+++ RECORDS PROVIDED +++

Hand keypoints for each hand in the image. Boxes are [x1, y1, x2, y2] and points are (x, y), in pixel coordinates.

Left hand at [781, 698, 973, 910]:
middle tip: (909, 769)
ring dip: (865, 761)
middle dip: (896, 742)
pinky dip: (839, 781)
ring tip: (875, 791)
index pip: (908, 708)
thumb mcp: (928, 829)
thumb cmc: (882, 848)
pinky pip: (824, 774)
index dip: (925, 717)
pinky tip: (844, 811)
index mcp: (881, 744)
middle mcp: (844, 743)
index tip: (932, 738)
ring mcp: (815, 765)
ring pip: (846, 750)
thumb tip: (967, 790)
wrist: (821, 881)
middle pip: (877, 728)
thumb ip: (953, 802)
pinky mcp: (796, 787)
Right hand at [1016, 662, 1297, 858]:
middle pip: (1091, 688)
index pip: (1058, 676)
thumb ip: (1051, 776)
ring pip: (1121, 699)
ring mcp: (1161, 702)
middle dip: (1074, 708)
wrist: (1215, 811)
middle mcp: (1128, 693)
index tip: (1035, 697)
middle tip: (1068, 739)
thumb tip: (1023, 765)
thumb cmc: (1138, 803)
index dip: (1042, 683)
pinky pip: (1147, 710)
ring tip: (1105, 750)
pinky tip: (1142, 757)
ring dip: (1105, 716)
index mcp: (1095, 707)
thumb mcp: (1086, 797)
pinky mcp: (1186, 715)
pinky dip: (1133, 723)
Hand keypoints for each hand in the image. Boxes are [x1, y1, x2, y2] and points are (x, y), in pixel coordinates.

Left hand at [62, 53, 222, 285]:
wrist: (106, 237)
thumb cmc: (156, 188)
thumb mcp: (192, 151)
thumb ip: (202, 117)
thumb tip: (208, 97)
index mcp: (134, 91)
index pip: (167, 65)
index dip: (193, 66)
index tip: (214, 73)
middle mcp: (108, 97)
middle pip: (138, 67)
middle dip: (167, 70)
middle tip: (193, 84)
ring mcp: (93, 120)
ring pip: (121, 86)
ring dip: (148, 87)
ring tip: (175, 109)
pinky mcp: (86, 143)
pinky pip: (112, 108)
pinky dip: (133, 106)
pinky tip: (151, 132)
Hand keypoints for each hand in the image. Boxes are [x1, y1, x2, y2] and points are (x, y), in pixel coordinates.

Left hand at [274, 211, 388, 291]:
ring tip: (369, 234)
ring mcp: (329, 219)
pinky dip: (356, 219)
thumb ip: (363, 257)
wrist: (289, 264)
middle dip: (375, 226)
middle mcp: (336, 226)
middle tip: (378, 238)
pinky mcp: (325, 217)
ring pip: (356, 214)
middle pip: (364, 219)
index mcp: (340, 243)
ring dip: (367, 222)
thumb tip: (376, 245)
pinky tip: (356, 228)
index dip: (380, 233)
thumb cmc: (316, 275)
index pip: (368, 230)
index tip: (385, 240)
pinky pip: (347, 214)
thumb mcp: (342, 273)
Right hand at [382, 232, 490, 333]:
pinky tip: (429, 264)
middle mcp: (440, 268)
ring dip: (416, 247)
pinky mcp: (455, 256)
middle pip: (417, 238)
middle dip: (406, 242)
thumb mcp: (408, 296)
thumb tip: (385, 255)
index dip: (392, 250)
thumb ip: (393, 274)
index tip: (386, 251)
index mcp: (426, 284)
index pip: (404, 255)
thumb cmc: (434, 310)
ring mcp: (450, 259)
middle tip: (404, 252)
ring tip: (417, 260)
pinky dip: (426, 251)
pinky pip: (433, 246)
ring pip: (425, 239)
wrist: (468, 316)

+++

TASK TO COMPLETE >> Given the records above, restate word for word only the lines starting at the one with "ring pip: (846, 750)" and ending at the one with "thumb mcp: (342, 273)".

OUTPUT FOR THIS EXERCISE >>
ring pip: (846, 750)
thumb tip: (967, 790)
wrist: (821, 881)
middle pip: (877, 728)
thumb ip: (953, 802)
pinky mcp: (796, 787)
Right hand at [1016, 662, 1297, 858]:
middle pip: (1091, 688)
index pip: (1058, 676)
thumb ip: (1051, 776)
ring pip: (1121, 699)
ring mcp: (1161, 702)
middle dip: (1074, 708)
wrist: (1215, 811)
middle mcp: (1128, 693)
index tip: (1035, 697)
middle tip: (1068, 739)
thumb tip: (1023, 765)
thumb cmc: (1138, 803)
index dip: (1042, 683)
pinky pip: (1147, 710)
ring tip: (1105, 750)
pinky tip: (1142, 757)
ring dip: (1105, 716)
index mcp: (1095, 707)
thumb mcp: (1086, 797)
pinky mcp: (1186, 715)
pinky dip: (1133, 723)
Hand keypoints for each hand in the image. Boxes are [x1, y1, x2, y2] and points are (x, y), in pixel coordinates.

Left hand at [62, 53, 222, 285]:
wrist: (106, 237)
thumb cmc: (156, 188)
thumb mcp: (192, 151)
thumb ip: (202, 117)
thumb tip: (208, 97)
index mcp: (134, 91)
index pip: (167, 65)
index dip: (193, 66)
index tip: (214, 73)
middle mcp: (108, 97)
middle pip: (138, 67)
middle dip: (167, 70)
middle tip: (193, 84)
ring mcp: (93, 120)
ring pip: (121, 86)
ring dip: (148, 87)
ring tip: (175, 109)
pinky mcp: (86, 143)
pinky pip: (112, 108)
pinky dip: (133, 106)
pinky tip: (151, 132)
Hand keypoints for each hand in the image. Boxes are [x1, y1, x2, y2] and points are (x, y), in pixel coordinates.

Left hand at [274, 211, 388, 291]:
ring tip: (369, 234)
ring mcp: (329, 219)
pinky dip: (356, 219)
thumb ip: (363, 257)
wrist: (289, 264)
middle dip: (375, 226)
middle mcp: (336, 226)
middle tip: (378, 238)
pinky mcp: (325, 217)
ring pip: (356, 214)
middle pip: (364, 219)
index mcp: (340, 243)
ring dip: (367, 222)
thumb tip: (376, 245)
pinky tip: (356, 228)
index dip: (380, 233)
thumb cmc: (316, 275)
index pip: (368, 230)
index tip: (385, 240)
pinky pip: (347, 214)
thumb mcp: (342, 273)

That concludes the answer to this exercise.